[Records drawn from a dataset]
*** Begin section ***
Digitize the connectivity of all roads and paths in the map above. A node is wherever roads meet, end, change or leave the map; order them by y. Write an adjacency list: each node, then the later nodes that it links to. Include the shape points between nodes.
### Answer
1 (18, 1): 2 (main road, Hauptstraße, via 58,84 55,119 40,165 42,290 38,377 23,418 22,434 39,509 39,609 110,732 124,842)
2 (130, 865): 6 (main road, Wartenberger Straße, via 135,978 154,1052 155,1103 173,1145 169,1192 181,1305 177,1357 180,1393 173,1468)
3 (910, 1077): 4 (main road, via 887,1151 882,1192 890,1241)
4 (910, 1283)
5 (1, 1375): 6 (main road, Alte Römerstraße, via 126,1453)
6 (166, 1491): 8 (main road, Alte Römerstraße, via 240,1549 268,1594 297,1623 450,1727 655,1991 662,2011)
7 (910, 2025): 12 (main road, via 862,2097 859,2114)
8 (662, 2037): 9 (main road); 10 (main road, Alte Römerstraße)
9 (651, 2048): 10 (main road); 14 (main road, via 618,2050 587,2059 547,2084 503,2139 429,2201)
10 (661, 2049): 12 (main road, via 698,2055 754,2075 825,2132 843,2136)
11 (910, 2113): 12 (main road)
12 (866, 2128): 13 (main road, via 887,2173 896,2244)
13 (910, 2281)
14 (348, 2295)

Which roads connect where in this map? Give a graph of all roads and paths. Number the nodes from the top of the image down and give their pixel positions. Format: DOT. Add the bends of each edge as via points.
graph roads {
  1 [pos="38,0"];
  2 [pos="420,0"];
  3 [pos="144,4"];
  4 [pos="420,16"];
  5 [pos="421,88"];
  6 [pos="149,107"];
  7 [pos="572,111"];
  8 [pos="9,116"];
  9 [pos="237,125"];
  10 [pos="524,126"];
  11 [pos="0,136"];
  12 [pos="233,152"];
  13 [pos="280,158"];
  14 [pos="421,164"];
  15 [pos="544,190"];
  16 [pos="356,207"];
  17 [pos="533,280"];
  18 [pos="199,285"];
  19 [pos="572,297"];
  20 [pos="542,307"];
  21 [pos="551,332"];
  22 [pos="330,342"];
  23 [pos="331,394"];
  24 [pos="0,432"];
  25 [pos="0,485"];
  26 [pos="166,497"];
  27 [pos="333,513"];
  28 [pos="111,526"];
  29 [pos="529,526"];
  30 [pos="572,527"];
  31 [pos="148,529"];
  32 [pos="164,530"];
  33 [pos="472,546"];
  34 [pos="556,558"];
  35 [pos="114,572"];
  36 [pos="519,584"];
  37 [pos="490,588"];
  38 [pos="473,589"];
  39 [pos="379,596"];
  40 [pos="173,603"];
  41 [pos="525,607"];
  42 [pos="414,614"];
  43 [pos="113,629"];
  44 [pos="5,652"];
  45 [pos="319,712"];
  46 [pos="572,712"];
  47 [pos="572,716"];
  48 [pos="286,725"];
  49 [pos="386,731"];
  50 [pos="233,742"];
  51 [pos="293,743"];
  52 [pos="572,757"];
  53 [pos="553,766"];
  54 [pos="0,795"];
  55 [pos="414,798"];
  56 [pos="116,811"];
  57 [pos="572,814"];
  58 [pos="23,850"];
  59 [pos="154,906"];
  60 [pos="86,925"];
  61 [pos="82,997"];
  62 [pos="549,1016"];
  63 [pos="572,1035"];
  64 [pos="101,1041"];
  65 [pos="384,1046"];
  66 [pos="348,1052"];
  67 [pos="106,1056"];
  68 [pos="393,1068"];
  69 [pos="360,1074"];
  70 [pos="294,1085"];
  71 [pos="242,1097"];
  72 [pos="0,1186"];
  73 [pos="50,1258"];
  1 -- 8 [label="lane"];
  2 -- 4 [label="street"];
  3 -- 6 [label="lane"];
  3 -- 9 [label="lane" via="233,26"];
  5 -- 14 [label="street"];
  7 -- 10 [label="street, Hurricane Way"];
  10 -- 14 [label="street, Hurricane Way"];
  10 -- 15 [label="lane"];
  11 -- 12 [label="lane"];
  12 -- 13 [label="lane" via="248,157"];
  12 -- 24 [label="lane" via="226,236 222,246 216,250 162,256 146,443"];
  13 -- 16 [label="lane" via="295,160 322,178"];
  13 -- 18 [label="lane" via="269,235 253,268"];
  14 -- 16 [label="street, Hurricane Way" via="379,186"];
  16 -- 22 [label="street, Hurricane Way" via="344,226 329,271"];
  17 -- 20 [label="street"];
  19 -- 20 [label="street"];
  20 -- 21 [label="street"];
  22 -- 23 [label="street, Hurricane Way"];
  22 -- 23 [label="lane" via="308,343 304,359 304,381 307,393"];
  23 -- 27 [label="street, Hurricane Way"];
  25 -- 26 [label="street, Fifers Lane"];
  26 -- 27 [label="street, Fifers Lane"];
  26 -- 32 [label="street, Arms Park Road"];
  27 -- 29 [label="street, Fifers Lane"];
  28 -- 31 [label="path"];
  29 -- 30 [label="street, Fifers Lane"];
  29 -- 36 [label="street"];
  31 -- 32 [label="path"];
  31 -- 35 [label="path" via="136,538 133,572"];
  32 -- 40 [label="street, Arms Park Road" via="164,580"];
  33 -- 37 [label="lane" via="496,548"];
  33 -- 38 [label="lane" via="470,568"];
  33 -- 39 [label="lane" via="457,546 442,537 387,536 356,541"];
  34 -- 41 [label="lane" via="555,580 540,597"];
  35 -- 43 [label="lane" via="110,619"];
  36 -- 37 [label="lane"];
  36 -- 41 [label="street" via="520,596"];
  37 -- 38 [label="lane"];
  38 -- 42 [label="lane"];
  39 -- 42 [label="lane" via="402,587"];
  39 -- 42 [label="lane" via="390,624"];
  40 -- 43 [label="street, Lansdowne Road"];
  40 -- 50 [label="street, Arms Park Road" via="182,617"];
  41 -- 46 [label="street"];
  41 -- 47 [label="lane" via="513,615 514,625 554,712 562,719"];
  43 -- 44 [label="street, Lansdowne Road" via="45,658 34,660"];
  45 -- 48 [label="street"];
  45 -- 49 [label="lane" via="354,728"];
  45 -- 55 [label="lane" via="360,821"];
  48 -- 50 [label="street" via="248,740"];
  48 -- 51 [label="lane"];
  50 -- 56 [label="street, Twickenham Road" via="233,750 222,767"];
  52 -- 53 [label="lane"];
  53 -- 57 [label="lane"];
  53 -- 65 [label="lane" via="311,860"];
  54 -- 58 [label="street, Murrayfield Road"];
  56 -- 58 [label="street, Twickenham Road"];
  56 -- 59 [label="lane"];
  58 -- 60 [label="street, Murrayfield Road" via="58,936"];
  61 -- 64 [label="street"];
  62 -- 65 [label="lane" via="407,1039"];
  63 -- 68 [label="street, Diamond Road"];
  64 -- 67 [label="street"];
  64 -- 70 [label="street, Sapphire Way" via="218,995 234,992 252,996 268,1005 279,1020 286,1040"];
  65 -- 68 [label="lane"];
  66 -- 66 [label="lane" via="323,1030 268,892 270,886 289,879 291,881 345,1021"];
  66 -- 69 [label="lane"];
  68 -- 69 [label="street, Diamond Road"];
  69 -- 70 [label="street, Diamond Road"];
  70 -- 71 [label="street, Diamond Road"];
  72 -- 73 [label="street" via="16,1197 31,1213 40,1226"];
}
*** End section ***
### WHAT IS EXPECTED
Transcribe every record above exactly as written.

### SOLVED EXERCISE
Digitize the connectivity of all roads and paths in the map above. A node is wherever roads meet, end, change or leave the map; order them by y. Write an adjacency list: each node, then the later nodes that it links to. Include the shape points between nodes.
### Answer
1 (18, 1): 2 (main road, Hauptstraße, via 58,84 55,119 40,165 42,290 38,377 23,418 22,434 39,509 39,609 110,732 124,842)
2 (130, 865): 6 (main road, Wartenberger Straße, via 135,978 154,1052 155,1103 173,1145 169,1192 181,1305 177,1357 180,1393 173,1468)
3 (910, 1077): 4 (main road, via 887,1151 882,1192 890,1241)
4 (910, 1283)
5 (1, 1375): 6 (main road, Alte Römerstraße, via 126,1453)
6 (166, 1491): 8 (main road, Alte Römerstraße, via 240,1549 268,1594 297,1623 450,1727 655,1991 662,2011)
7 (910, 2025): 12 (main road, via 862,2097 859,2114)
8 (662, 2037): 9 (main road); 10 (main road, Alte Römerstraße)
9 (651, 2048): 10 (main road); 14 (main road, via 618,2050 587,2059 547,2084 503,2139 429,2201)
10 (661, 2049): 12 (main road, via 698,2055 754,2075 825,2132 843,2136)
11 (910, 2113): 12 (main road)
12 (866, 2128): 13 (main road, via 887,2173 896,2244)
13 (910, 2281)
14 (348, 2295)

Which roads connect where in this map? Give a graph of all roads and paths. Number the nodes from the top of the image down and give their pixel positions. Format: DOT. Add the bends of each edge as via points.
graph roads {
  1 [pos="38,0"];
  2 [pos="420,0"];
  3 [pos="144,4"];
  4 [pos="420,16"];
  5 [pos="421,88"];
  6 [pos="149,107"];
  7 [pos="572,111"];
  8 [pos="9,116"];
  9 [pos="237,125"];
  10 [pos="524,126"];
  11 [pos="0,136"];
  12 [pos="233,152"];
  13 [pos="280,158"];
  14 [pos="421,164"];
  15 [pos="544,190"];
  16 [pos="356,207"];
  17 [pos="533,280"];
  18 [pos="199,285"];
  19 [pos="572,297"];
  20 [pos="542,307"];
  21 [pos="551,332"];
  22 [pos="330,342"];
  23 [pos="331,394"];
  24 [pos="0,432"];
  25 [pos="0,485"];
  26 [pos="166,497"];
  27 [pos="333,513"];
  28 [pos="111,526"];
  29 [pos="529,526"];
  30 [pos="572,527"];
  31 [pos="148,529"];
  32 [pos="164,530"];
  33 [pos="472,546"];
  34 [pos="556,558"];
  35 [pos="114,572"];
  36 [pos="519,584"];
  37 [pos="490,588"];
  38 [pos="473,589"];
  39 [pos="379,596"];
  40 [pos="173,603"];
  41 [pos="525,607"];
  42 [pos="414,614"];
  43 [pos="113,629"];
  44 [pos="5,652"];
  45 [pos="319,712"];
  46 [pos="572,712"];
  47 [pos="572,716"];
  48 [pos="286,725"];
  49 [pos="386,731"];
  50 [pos="233,742"];
  51 [pos="293,743"];
  52 [pos="572,757"];
  53 [pos="553,766"];
  54 [pos="0,795"];
  55 [pos="414,798"];
  56 [pos="116,811"];
  57 [pos="572,814"];
  58 [pos="23,850"];
  59 [pos="154,906"];
  60 [pos="86,925"];
  61 [pos="82,997"];
  62 [pos="549,1016"];
  63 [pos="572,1035"];
  64 [pos="101,1041"];
  65 [pos="384,1046"];
  66 [pos="348,1052"];
  67 [pos="106,1056"];
  68 [pos="393,1068"];
  69 [pos="360,1074"];
  70 [pos="294,1085"];
  71 [pos="242,1097"];
  72 [pos="0,1186"];
  73 [pos="50,1258"];
  1 -- 8 [label="lane"];
  2 -- 4 [label="street"];
  3 -- 6 [label="lane"];
  3 -- 9 [label="lane" via="233,26"];
  5 -- 14 [label="street"];
  7 -- 10 [label="street, Hurricane Way"];
  10 -- 14 [label="street, Hurricane Way"];
  10 -- 15 [label="lane"];
  11 -- 12 [label="lane"];
  12 -- 13 [label="lane" via="248,157"];
  12 -- 24 [label="lane" via="226,236 222,246 216,250 162,256 146,443"];
  13 -- 16 [label="lane" via="295,160 322,178"];
  13 -- 18 [label="lane" via="269,235 253,268"];
  14 -- 16 [label="street, Hurricane Way" via="379,186"];
  16 -- 22 [label="street, Hurricane Way" via="344,226 329,271"];
  17 -- 20 [label="street"];
  19 -- 20 [label="street"];
  20 -- 21 [label="street"];
  22 -- 23 [label="street, Hurricane Way"];
  22 -- 23 [label="lane" via="308,343 304,359 304,381 307,393"];
  23 -- 27 [label="street, Hurricane Way"];
  25 -- 26 [label="street, Fifers Lane"];
  26 -- 27 [label="street, Fifers Lane"];
  26 -- 32 [label="street, Arms Park Road"];
  27 -- 29 [label="street, Fifers Lane"];
  28 -- 31 [label="path"];
  29 -- 30 [label="street, Fifers Lane"];
  29 -- 36 [label="street"];
  31 -- 32 [label="path"];
  31 -- 35 [label="path" via="136,538 133,572"];
  32 -- 40 [label="street, Arms Park Road" via="164,580"];
  33 -- 37 [label="lane" via="496,548"];
  33 -- 38 [label="lane" via="470,568"];
  33 -- 39 [label="lane" via="457,546 442,537 387,536 356,541"];
  34 -- 41 [label="lane" via="555,580 540,597"];
  35 -- 43 [label="lane" via="110,619"];
  36 -- 37 [label="lane"];
  36 -- 41 [label="street" via="520,596"];
  37 -- 38 [label="lane"];
  38 -- 42 [label="lane"];
  39 -- 42 [label="lane" via="402,587"];
  39 -- 42 [label="lane" via="390,624"];
  40 -- 43 [label="street, Lansdowne Road"];
  40 -- 50 [label="street, Arms Park Road" via="182,617"];
  41 -- 46 [label="street"];
  41 -- 47 [label="lane" via="513,615 514,625 554,712 562,719"];
  43 -- 44 [label="street, Lansdowne Road" via="45,658 34,660"];
  45 -- 48 [label="street"];
  45 -- 49 [label="lane" via="354,728"];
  45 -- 55 [label="lane" via="360,821"];
  48 -- 50 [label="street" via="248,740"];
  48 -- 51 [label="lane"];
  50 -- 56 [label="street, Twickenham Road" via="233,750 222,767"];
  52 -- 53 [label="lane"];
  53 -- 57 [label="lane"];
  53 -- 65 [label="lane" via="311,860"];
  54 -- 58 [label="street, Murrayfield Road"];
  56 -- 58 [label="street, Twickenham Road"];
  56 -- 59 [label="lane"];
  58 -- 60 [label="street, Murrayfield Road" via="58,936"];
  61 -- 64 [label="street"];
  62 -- 65 [label="lane" via="407,1039"];
  63 -- 68 [label="street, Diamond Road"];
  64 -- 67 [label="street"];
  64 -- 70 [label="street, Sapphire Way" via="218,995 234,992 252,996 268,1005 279,1020 286,1040"];
  65 -- 68 [label="lane"];
  66 -- 66 [label="lane" via="323,1030 268,892 270,886 289,879 291,881 345,1021"];
  66 -- 69 [label="lane"];
  68 -- 69 [label="street, Diamond Road"];
  69 -- 70 [label="street, Diamond Road"];
  70 -- 71 [label="street, Diamond Road"];
  72 -- 73 [label="street" via="16,1197 31,1213 40,1226"];
}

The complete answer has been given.